Spurred by the security breaches at Target, Neiman Marcus, and The Home Depot, California Gov. Jerry Brown signed into law Assembly Bill No. 1710 September 30, 2014. The bill expands requirements on persons or businesses that own, license, and maintain personal information about a California resident. Specifically, the new law amends sections 1798.81.5, 1798.82, and 1798.85 of the California Civil Code to reflect the following changes:

  • Expands the provisions that require businesses to provide security measures involving personal information to include businesses that “maintain” information about a California resident, not just those who “own” or “license” that information.
  • Requires that if the person or business providing a security breach notification was the source of a breach that involved the exposure or possible exposure of social security numbers (SSNs) or driver’s license numbers, then “an offer to provide appropriate identity theft prevention and mitigation services, if any, shall be provided at no cost to the affected person for not less than 12 months.”
  • Prohibits the sale, advertisement for sale, or offer to sell of an individual’s social security number, except in specific circumstances.

Previously, only businesses that owned or licensed personal information about a California resident were required to implement and maintain reasonable security procedures and practices to protect the personal information from unauthorized access, destruction, use, modification, or disclosure. Owned and licensed personal information include “information that a business retains as part of the business’ internal customer account or for the purpose of using that information in transactions with the person to whom the information relates.” For example, financial institutions have long been deemed “owners” of personal information under the existing law, and frequently have to issue notices of breach in situations when the actual incident did not even occur at a bank or credit union. However, with the new bill, as long as a business maintains personal information, it will be responsible for disclosing that a breach occurred. This expands the data breach laws to include retailers that have personal information about their customers, but do not use it in the manner defined above.

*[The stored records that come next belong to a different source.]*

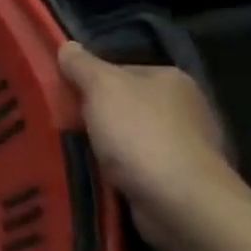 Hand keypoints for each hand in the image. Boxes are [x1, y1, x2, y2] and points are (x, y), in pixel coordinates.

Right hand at [58, 41, 244, 250]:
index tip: (63, 98)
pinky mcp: (181, 181)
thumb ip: (82, 65)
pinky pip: (137, 168)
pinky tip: (98, 176)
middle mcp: (185, 108)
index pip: (119, 71)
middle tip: (62, 126)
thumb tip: (67, 46)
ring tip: (74, 154)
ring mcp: (187, 146)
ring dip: (106, 147)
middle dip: (96, 116)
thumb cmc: (141, 135)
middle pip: (124, 104)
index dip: (88, 82)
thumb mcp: (102, 88)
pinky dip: (119, 172)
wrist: (182, 203)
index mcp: (171, 78)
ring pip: (129, 138) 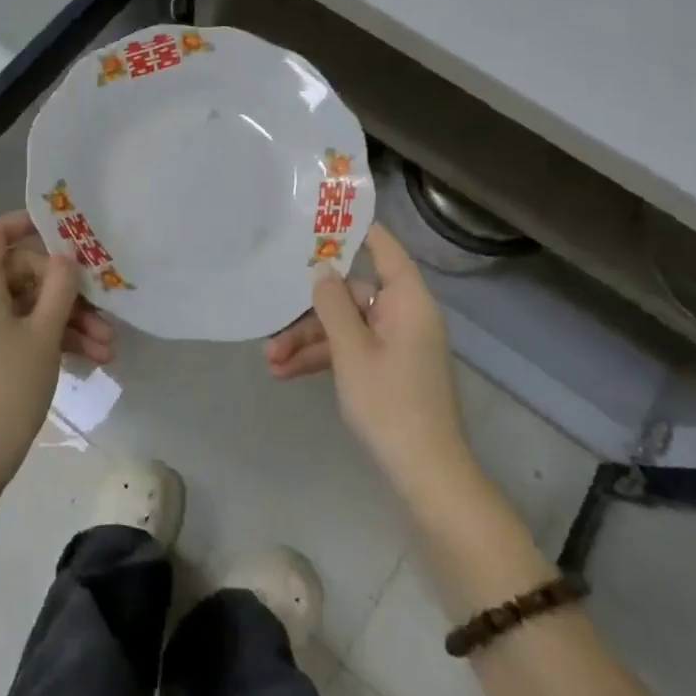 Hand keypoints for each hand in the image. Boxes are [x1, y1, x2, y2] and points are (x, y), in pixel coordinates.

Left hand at [0, 211, 109, 523]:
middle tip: (103, 311)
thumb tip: (66, 256)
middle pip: (20, 271)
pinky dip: (49, 337)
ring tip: (108, 346)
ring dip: (66, 320)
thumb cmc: (7, 387)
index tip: (63, 230)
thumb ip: (60, 287)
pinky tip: (91, 357)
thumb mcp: (44, 334)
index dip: (25, 223)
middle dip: (65, 290)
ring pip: (26, 305)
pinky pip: (18, 328)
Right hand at [282, 225, 475, 502]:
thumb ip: (332, 305)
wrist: (426, 475)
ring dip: (309, 340)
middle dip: (310, 310)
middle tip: (272, 320)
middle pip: (352, 294)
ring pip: (347, 326)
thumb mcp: (351, 351)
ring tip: (269, 360)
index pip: (383, 248)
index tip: (317, 220)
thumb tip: (321, 269)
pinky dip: (324, 359)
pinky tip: (286, 373)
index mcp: (407, 301)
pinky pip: (353, 350)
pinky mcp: (389, 370)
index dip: (353, 231)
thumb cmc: (389, 403)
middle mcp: (404, 315)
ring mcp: (397, 344) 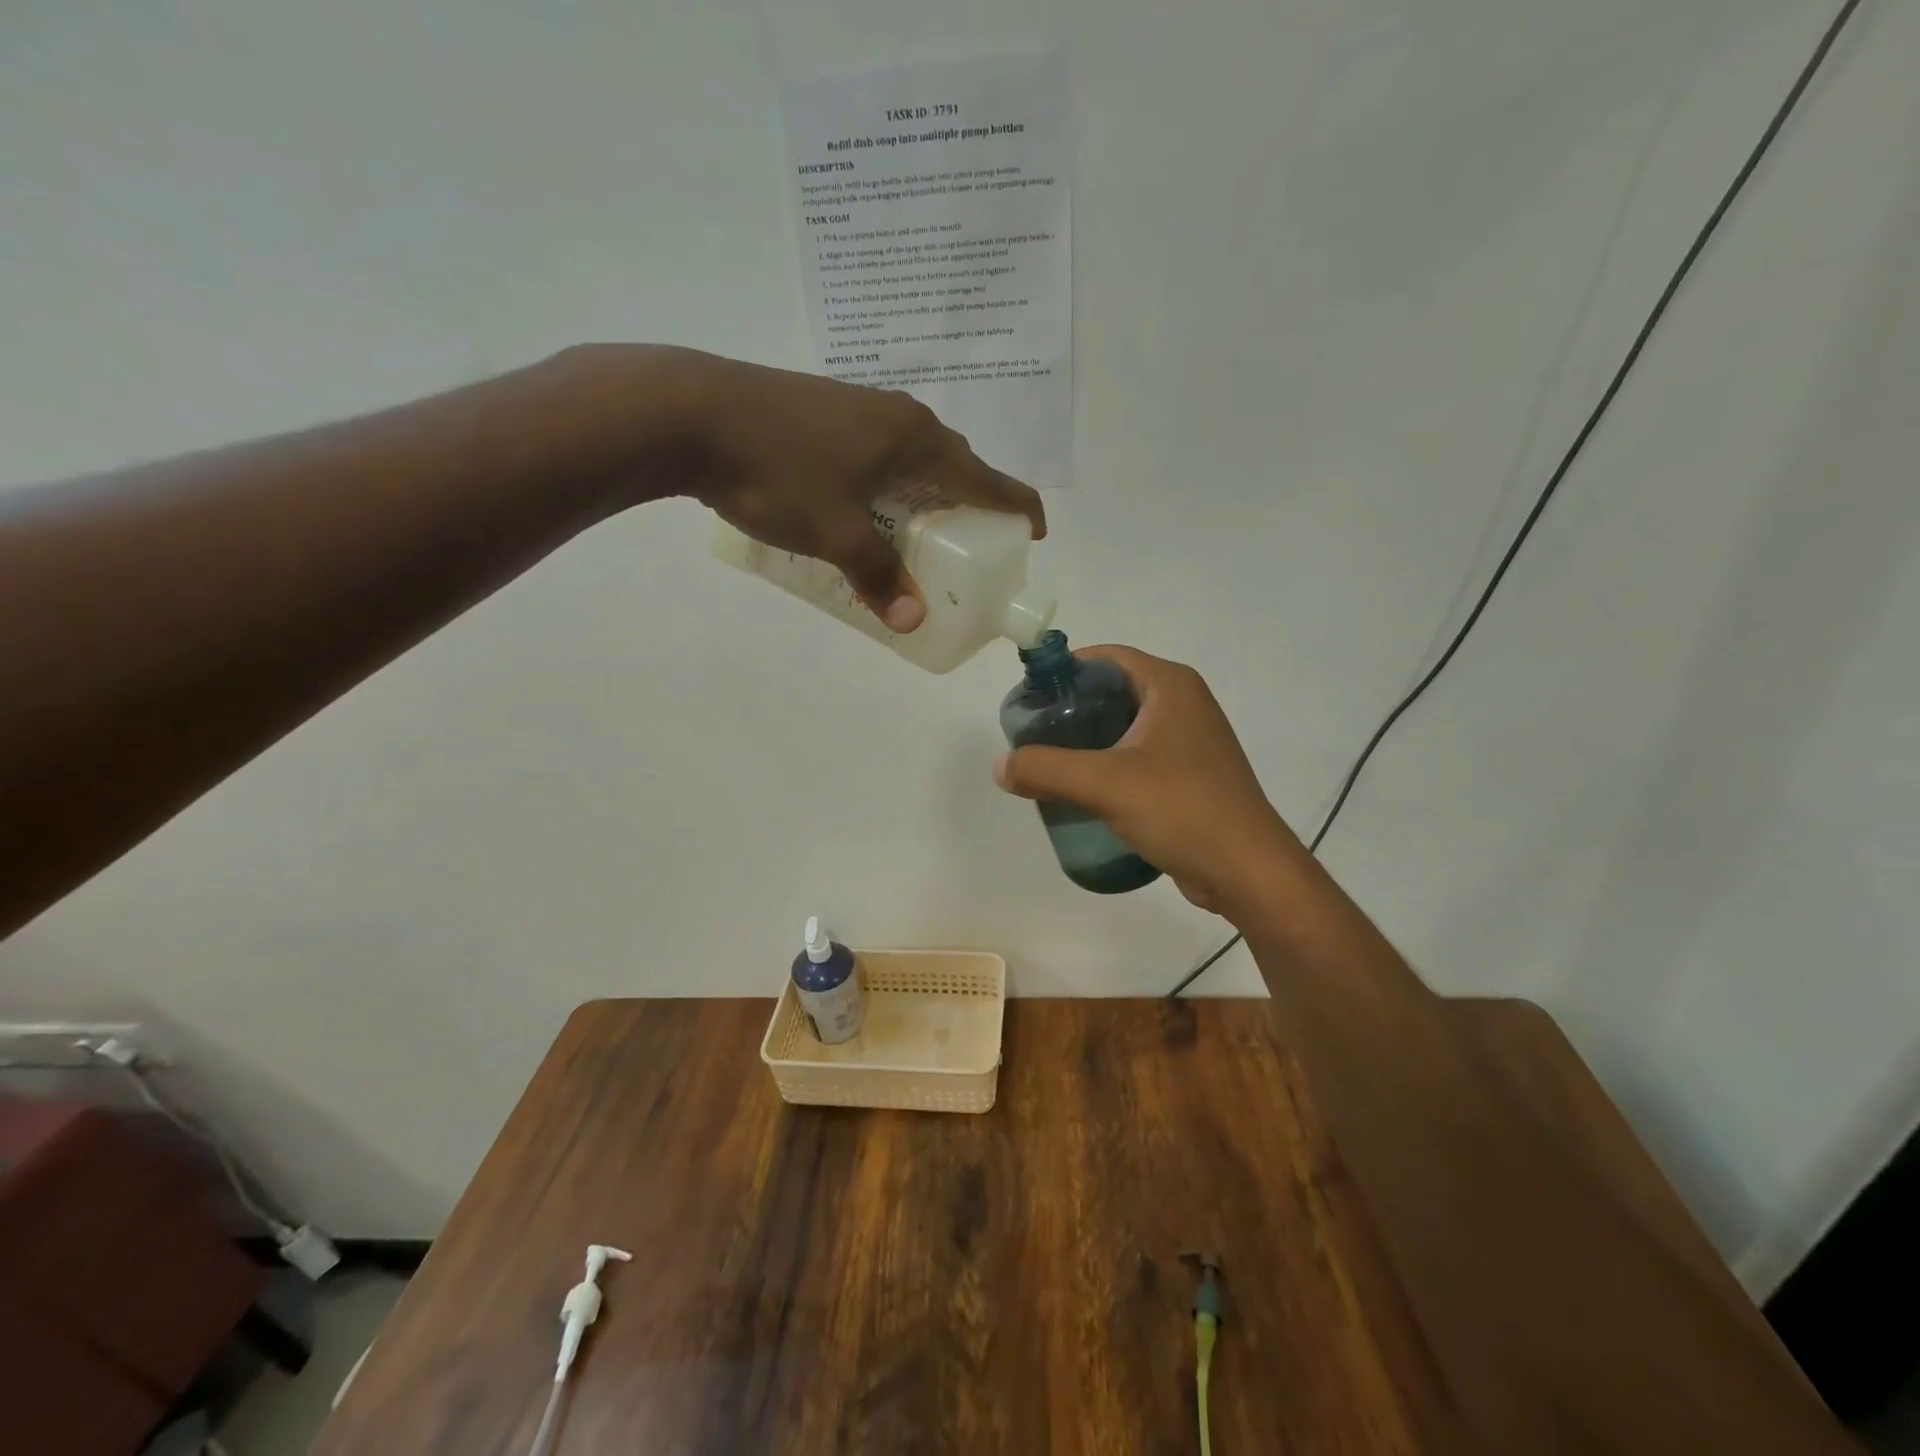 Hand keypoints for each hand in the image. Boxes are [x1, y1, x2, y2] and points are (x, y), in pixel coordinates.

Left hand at [622, 347, 1044, 631]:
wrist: (689, 412)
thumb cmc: (777, 472)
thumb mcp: (834, 534)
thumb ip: (878, 575)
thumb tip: (912, 621)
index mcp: (916, 440)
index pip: (987, 476)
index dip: (1017, 505)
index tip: (1034, 533)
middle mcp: (897, 415)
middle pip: (953, 463)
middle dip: (969, 505)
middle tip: (966, 548)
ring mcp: (858, 407)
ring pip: (911, 456)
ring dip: (925, 494)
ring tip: (917, 534)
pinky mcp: (823, 410)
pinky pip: (878, 451)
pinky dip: (889, 483)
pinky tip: (865, 506)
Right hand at [993, 646, 1304, 913]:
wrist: (1248, 873)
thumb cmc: (1182, 810)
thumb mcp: (1105, 784)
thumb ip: (1046, 769)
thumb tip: (1000, 765)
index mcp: (1170, 686)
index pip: (1106, 658)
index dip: (1064, 671)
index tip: (1029, 699)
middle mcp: (1184, 704)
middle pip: (1112, 693)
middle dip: (1070, 712)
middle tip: (1033, 737)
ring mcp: (1191, 742)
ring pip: (1124, 729)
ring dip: (1087, 744)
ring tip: (1050, 767)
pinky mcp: (1190, 776)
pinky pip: (1138, 759)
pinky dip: (1108, 768)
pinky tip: (1084, 794) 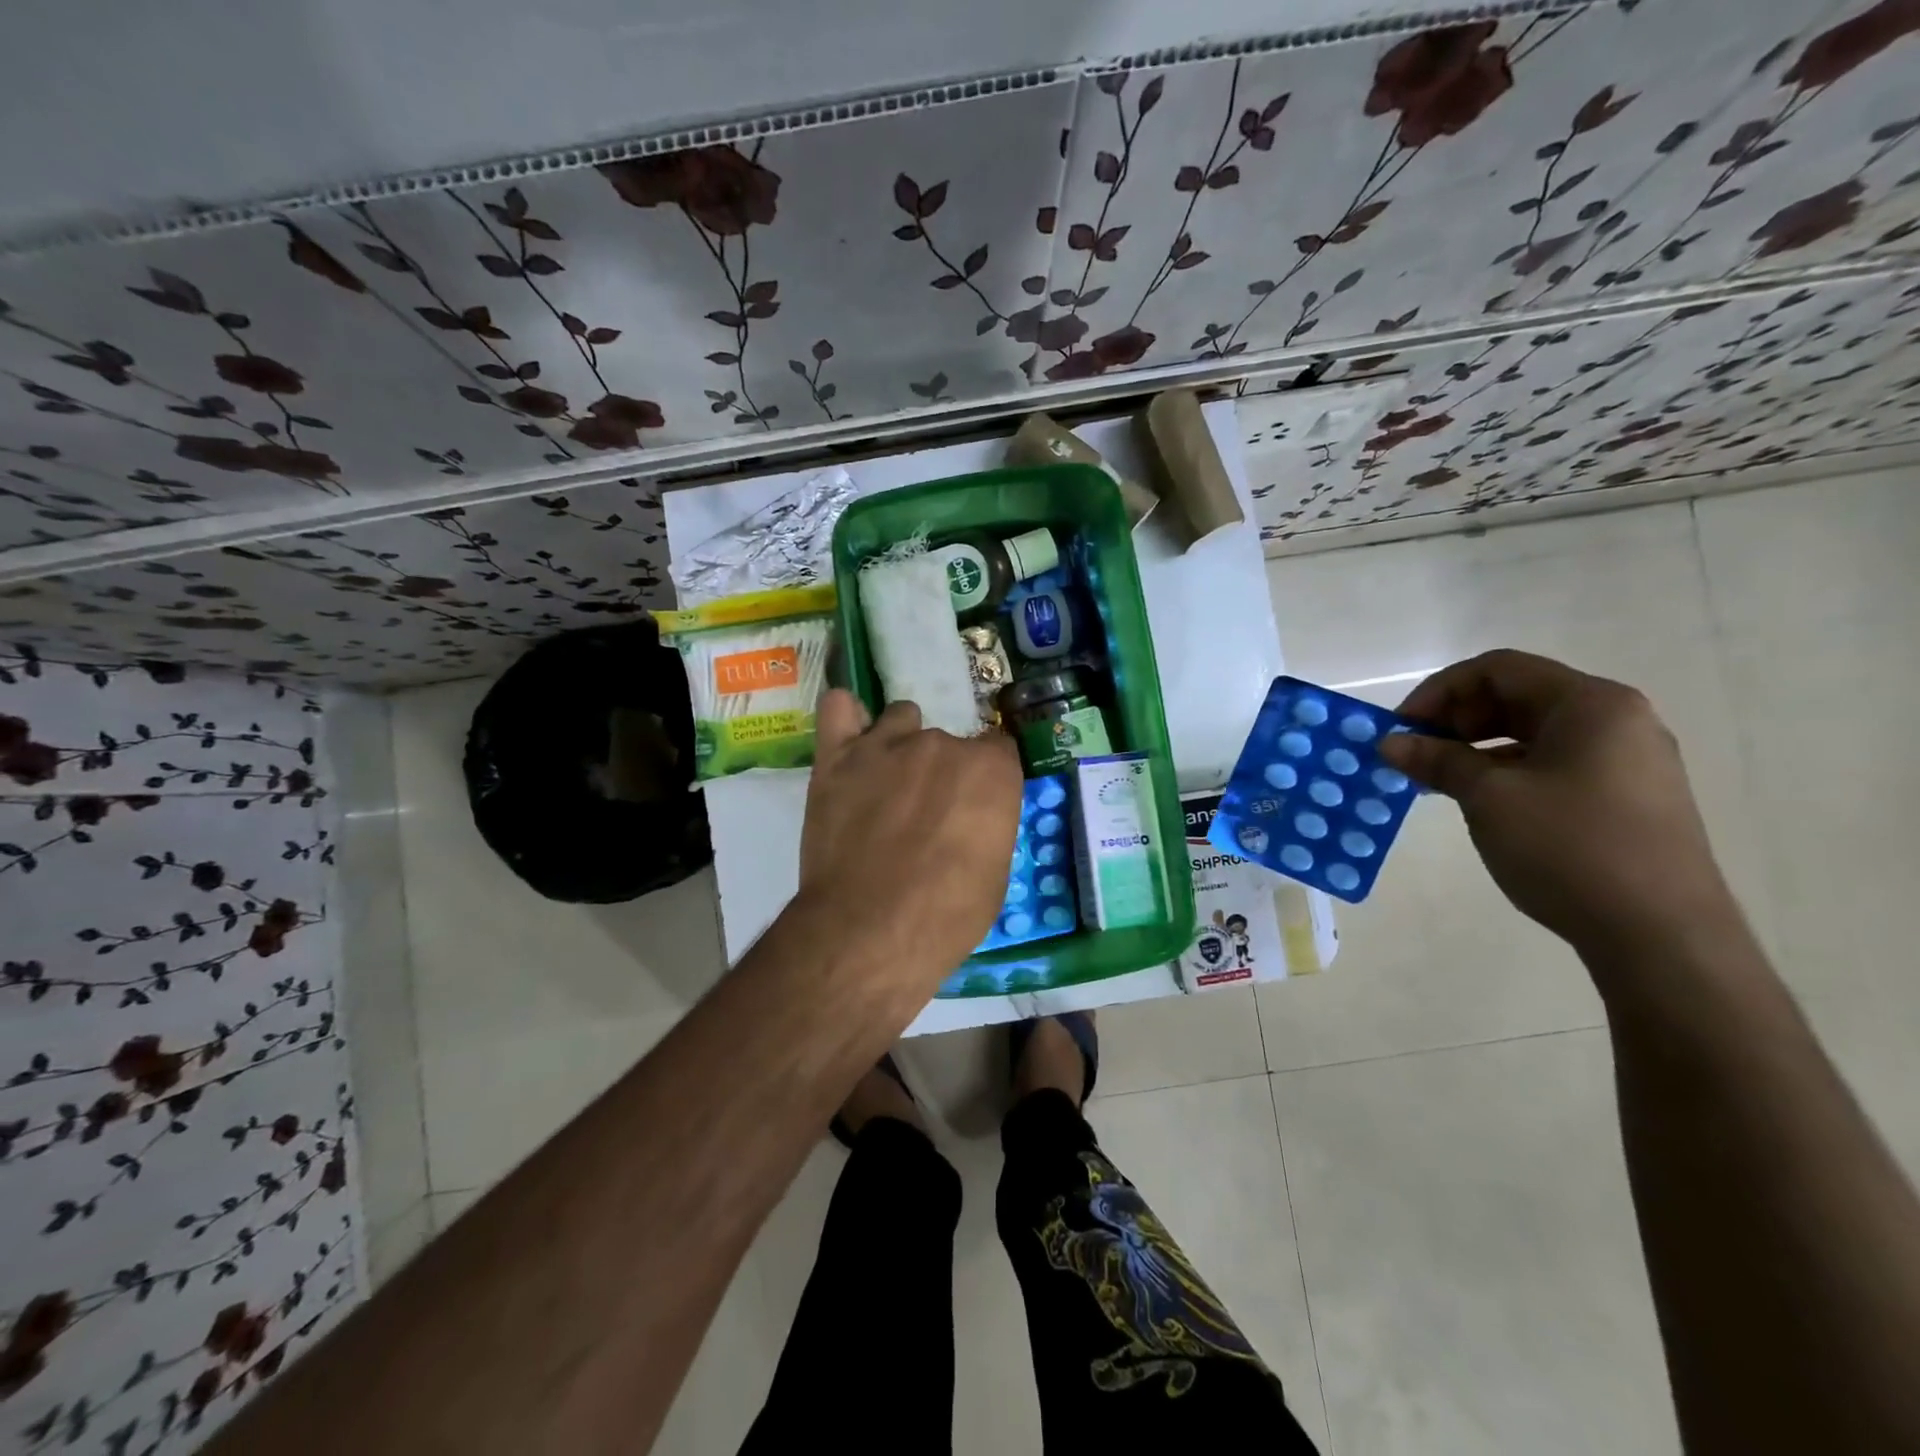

In addition, AB 1710 requires businesses that are the source of a security breach involving SSNs or drivers’ license numbers to provide, if any, identity theft prevention and mitigation services at no cost to the affected person for a minimum period of 12 months. The plain text of the statute makes the requirements regarding cost and length of services conditional on the company offering services at all. By saying that “an offer…if any” must meet certain requirements, the statute precludes very short-term “offers” that really function as teasers to get people to subscribe for services at their own expense. However, many commenting on the bill before and after passage have essentially read the “if any” language out of the text by construing the provision to make credit monitoring or a like service mandatory. Regardless of the interpretation, the new provision reflects the legislature’s interest in offering security breach victims a means to ameliorate the situation.

Finally, the new bill also provides that a person or entity may not sell, advertise for sale, or offer to sell an individual’s SSN except in specific circumstances allowed by the law. For example, businesses are not prohibited from incidentally releasing social security numbers when it is necessary to do so to accomplish a legitimate business purpose. Note, however, that it is not permissible to release an individual’s social security number for marketing purposes.

The new amendments go into effect January 1, 2015. Beginning then, businesses that violate the law may be subject to civil actions by customers seeking to recover damages or injunctive relief. Cal. Civ. Code § 1798.84(b) and (e).